Saturday, June 30, 2012

Thanks for Scaring Me

A month ago I was in El Paso with family, and there was a sandstorm. Not much of a one as sandstorms go, but it was the first one our children had ever seen. Brown sky, low visibility, bit of thunder. I went out to close the windows on our Bad Robot, brought down some tipsy-looking flower pots from on top of a low wall, and went into the house and had an idea. I took #2 out into the enclosed front porch to see the sandstorm up close.

He has a hangup about bad weather. He was scared for the first half-minute or so we were out there. His mommy sensed terror and tried to recall the child inside during my lecture explaining what was happening outside. I think she was scared of the storm also, and it didn't help that she said in front of the boy that they were not allowed onto the porch when there was lightning/thunder (when she was a child). I finally managed through sheer obduracy to shoo her back inside and keep #2 out on the porch with me. He was as freaky as ever about the dusty wind and thunder, but I kept explaining to him what was going on, and ended up telling him that, after the sand there would likely be at least a light rain and then everything would be covered in mud.

#2 went in. #1 came out and was almost entirely uninterested and unperturbed. She likely just wanted to see what all the fuss had been about with Mommy. She went back in, and after a moment or two I went back in. I went in to the room where #2 was watching a movie and right out of left field he thanked me for explaining to him what was going on. He said he felt much more relaxed. I about did a back flip and told him to go tell his mother what he'd just told me. He did, as my mind tried to recover from the shock of such immediate and obvious results.

Later, we had a sprinkling of rain, just enough to cover everything in muddy water spots.

Hatred and Fear have the same mother: Ignorance.

Thursday, June 28, 2012

So, What About It, VFD?

Next February, if the Republicrats don't take the Senate and maintain the House (with decisive majorities in both) there will either be another Deem-and-Pass shenanigans sessions to un-pass Obamacare, or sometime between now and the end of 2015 somebody will die in the fight over who gets to say if individuals must buy insurance.
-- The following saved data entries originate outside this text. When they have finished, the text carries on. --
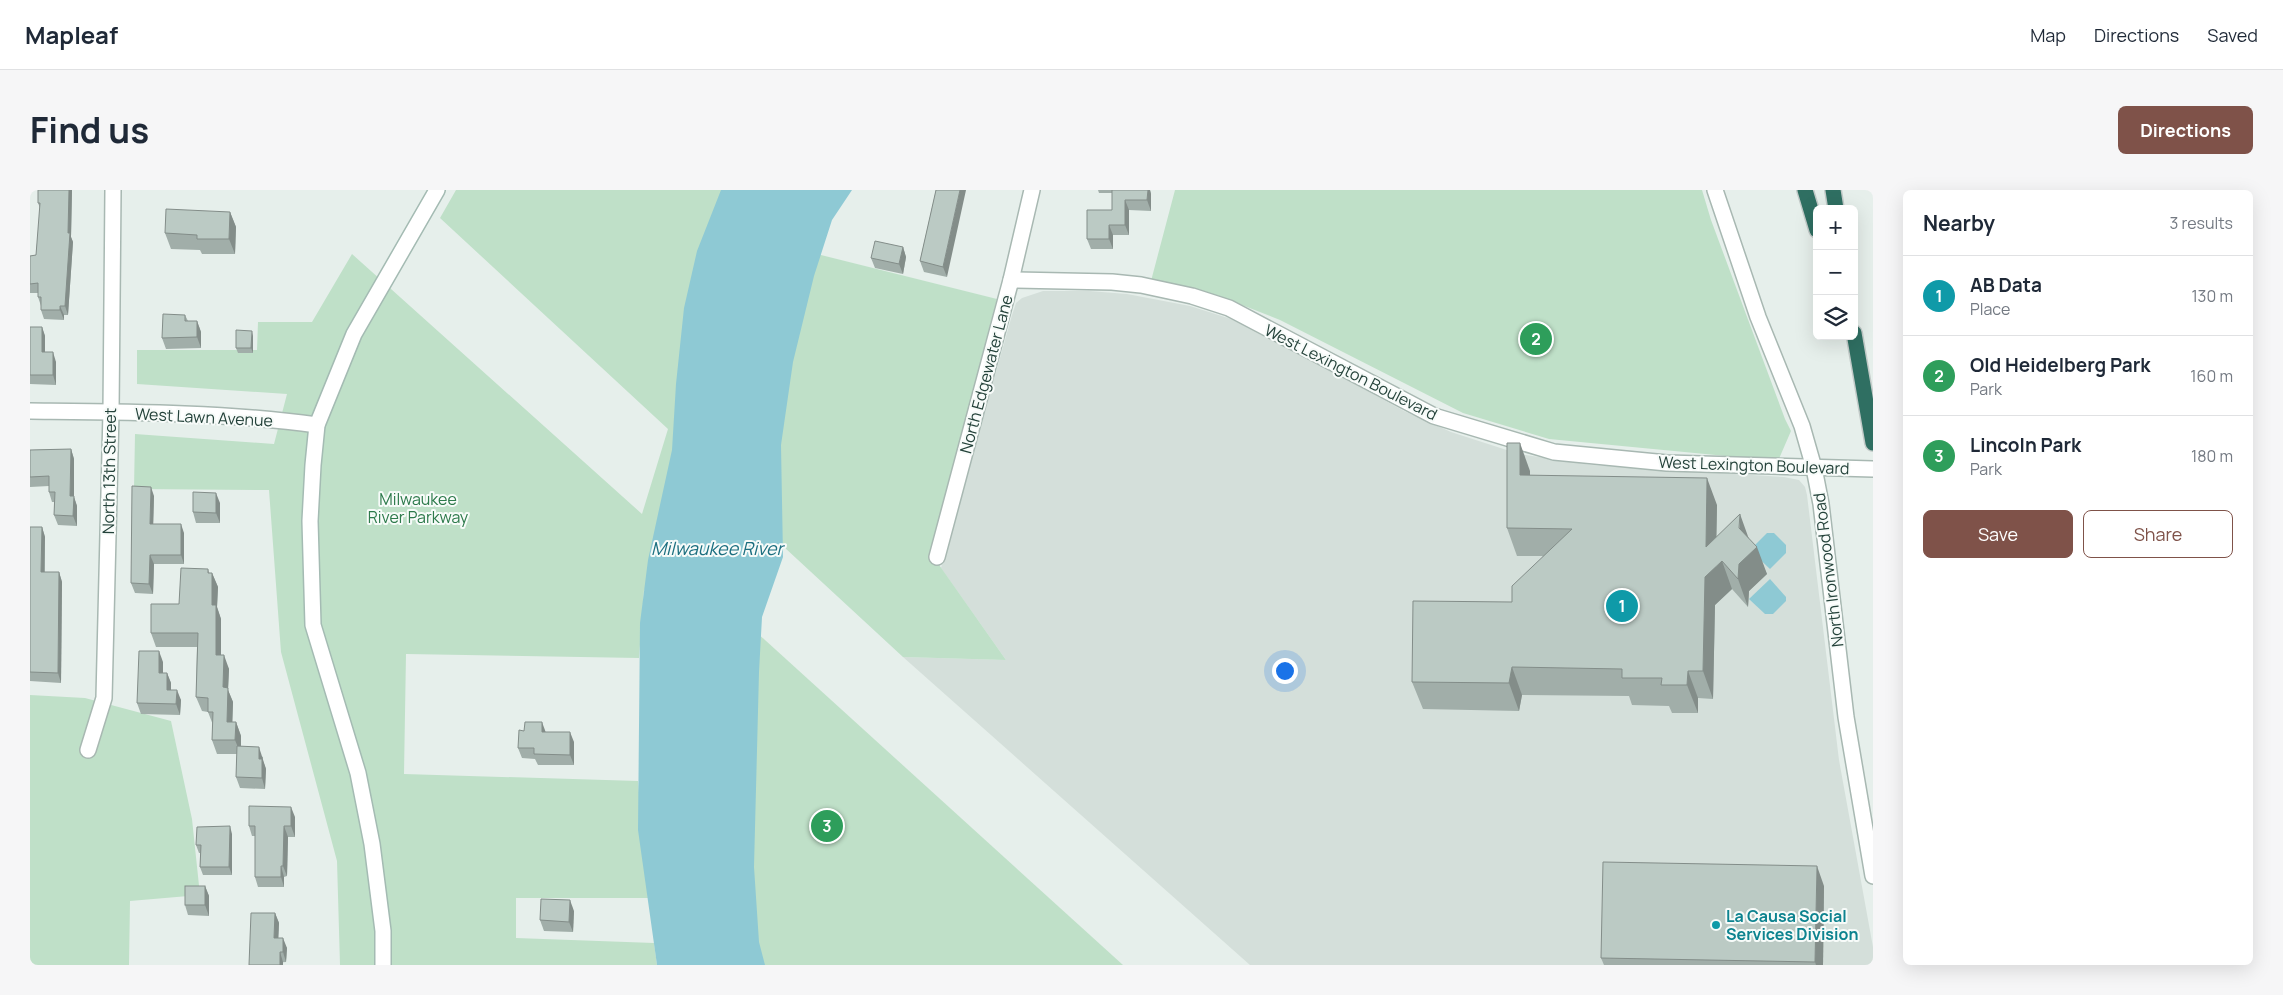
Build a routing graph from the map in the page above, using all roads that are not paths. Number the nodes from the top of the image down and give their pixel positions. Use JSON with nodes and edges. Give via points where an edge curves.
{"nodes":[{"id":1,"x":113,"y":190,"type":"edge"},
{"id":2,"x":437,"y":190,"type":"edge"},
{"id":3,"x":1032,"y":190,"type":"edge"},
{"id":4,"x":1715,"y":190,"type":"edge"},
{"id":5,"x":1805,"y":190,"type":"edge"},
{"id":6,"x":1833,"y":190,"type":"edge"},
{"id":7,"x":1835,"y":205,"type":"edge"},
{"id":8,"x":1813,"y":217,"type":"edge"},
{"id":9,"x":1011,"y":280,"type":"junction"},
{"id":10,"x":1849,"y":340,"type":"edge"},
{"id":11,"x":1855,"y":340,"type":"edge"},
{"id":12,"x":1861,"y":381,"type":"junction"},
{"id":13,"x":30,"y":410,"type":"edge"},
{"id":14,"x":111,"y":412,"type":"junction"},
{"id":15,"x":317,"y":425,"type":"junction"},
{"id":16,"x":1873,"y":443,"type":"edge"},
{"id":17,"x":1814,"y":468,"type":"junction"},
{"id":18,"x":1873,"y":469,"type":"edge"},
{"id":19,"x":937,"y":558,"type":"dead end"},
{"id":20,"x":88,"y":750,"type":"dead end"},
{"id":21,"x":1873,"y":876,"type":"edge"},
{"id":22,"x":383,"y":965,"type":"edge"}],
"edges":[{"from":1,"to":14,"type":"street","name":"North 13th Street"},
{"from":2,"to":15,"type":"street","via":[[354,334]]},
{"from":3,"to":9,"type":"street","name":"North Edgewater Lane"},
{"from":4,"to":17,"type":"street","name":"North Ironwood Road","via":[[1758,317],[1802,426]]},
{"from":5,"to":8,"type":"highway"},
{"from":6,"to":7,"type":"highway"},
{"from":9,"to":17,"type":"street","name":"West Lexington Boulevard","via":[[1112,282],[1192,296],[1229,308],[1434,416],[1554,452],[1668,463]]},
{"from":9,"to":19,"type":"street","name":"North Edgewater Lane"},
{"from":10,"to":12,"type":"highway"},
{"from":11,"to":12,"type":"highway"},
{"from":12,"to":16,"type":"highway"},
{"from":13,"to":14,"type":"street","name":"West Lawn Avenue"},
{"from":14,"to":15,"type":"street","name":"West Lawn Avenue"},
{"from":14,"to":20,"type":"street","name":"North 13th Street","via":[[104,698]]},
{"from":15,"to":22,"type":"street","via":[[310,521],[313,625],[358,773],[372,844],[383,931]]},
{"from":17,"to":18,"type":"street","name":"West Lexington Boulevard"},
{"from":17,"to":21,"type":"street","name":"North Ironwood Road","via":[[1846,717]]}]}
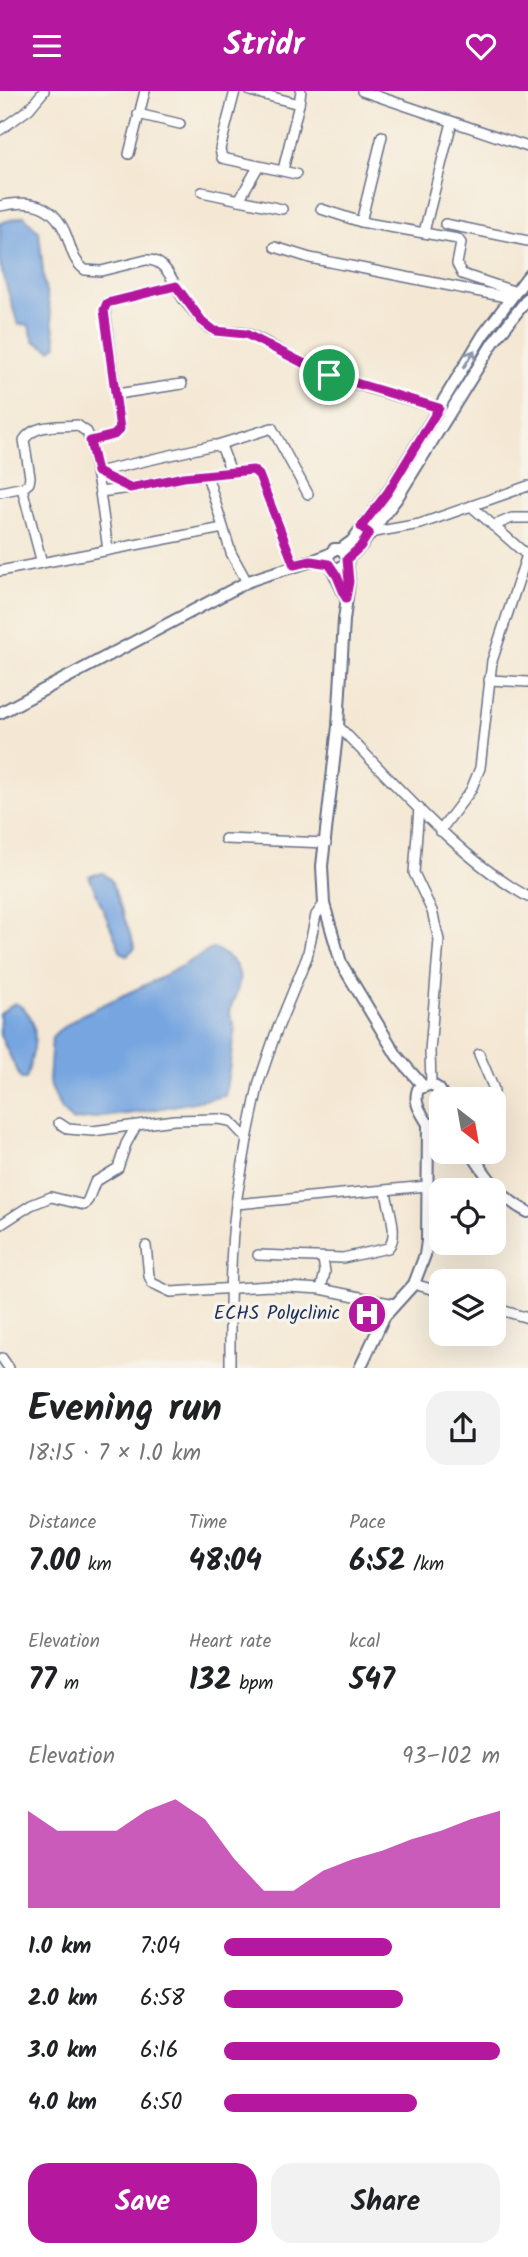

In a gunfight. Perhaps with some of those 16,000 new IRS agents and their new sawn-off shotguns.

You can't force some people to buy bygod-ANYTHING. If you try to force them to do what they don't want to do, they will use their own force right back. Why do you think small arms have been selling better and better every year when the rest of the economy is in a Depression?

I don't want a bloody war in my United States. The way things are going, however, one can almost hear the whine of attack helicopter engines spinning up . . . to go kill some "loud people" who just refuse to pay their penalty taxes.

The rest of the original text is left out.